AIM OF THE TASK:
Report every line of the material that contains the string "hand".

------

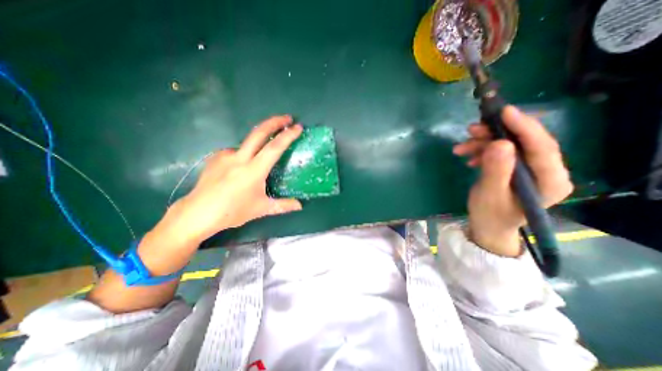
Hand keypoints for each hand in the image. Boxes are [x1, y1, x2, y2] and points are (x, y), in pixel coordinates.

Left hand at [164, 115, 302, 244]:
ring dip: (258, 143)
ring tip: (260, 159)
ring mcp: (225, 155)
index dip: (288, 135)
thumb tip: (300, 206)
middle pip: (259, 132)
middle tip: (287, 118)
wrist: (198, 213)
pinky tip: (241, 166)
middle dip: (274, 122)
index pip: (274, 147)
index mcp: (253, 170)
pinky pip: (235, 151)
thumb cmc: (233, 212)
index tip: (297, 127)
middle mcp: (240, 158)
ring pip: (247, 143)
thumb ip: (283, 205)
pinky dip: (243, 155)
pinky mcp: (216, 157)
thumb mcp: (262, 209)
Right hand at [451, 106, 575, 256]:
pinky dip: (482, 151)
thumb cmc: (490, 215)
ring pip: (510, 145)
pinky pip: (501, 152)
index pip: (542, 147)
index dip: (524, 127)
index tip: (504, 111)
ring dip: (484, 143)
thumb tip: (500, 143)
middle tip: (471, 130)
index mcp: (550, 181)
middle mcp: (546, 171)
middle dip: (496, 133)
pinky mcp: (516, 168)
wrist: (487, 227)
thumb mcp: (489, 194)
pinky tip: (468, 157)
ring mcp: (531, 169)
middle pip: (525, 142)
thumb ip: (496, 170)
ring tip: (461, 148)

------

PROBLEM SOLUTION:
Hand keypoints for each hand in the image. Boxes are [x1, y1, x2, y2] and points are (x, y), in pixel coordinates.
Left hand at [164, 115, 302, 244]:
Right hand at [451, 106, 575, 256]:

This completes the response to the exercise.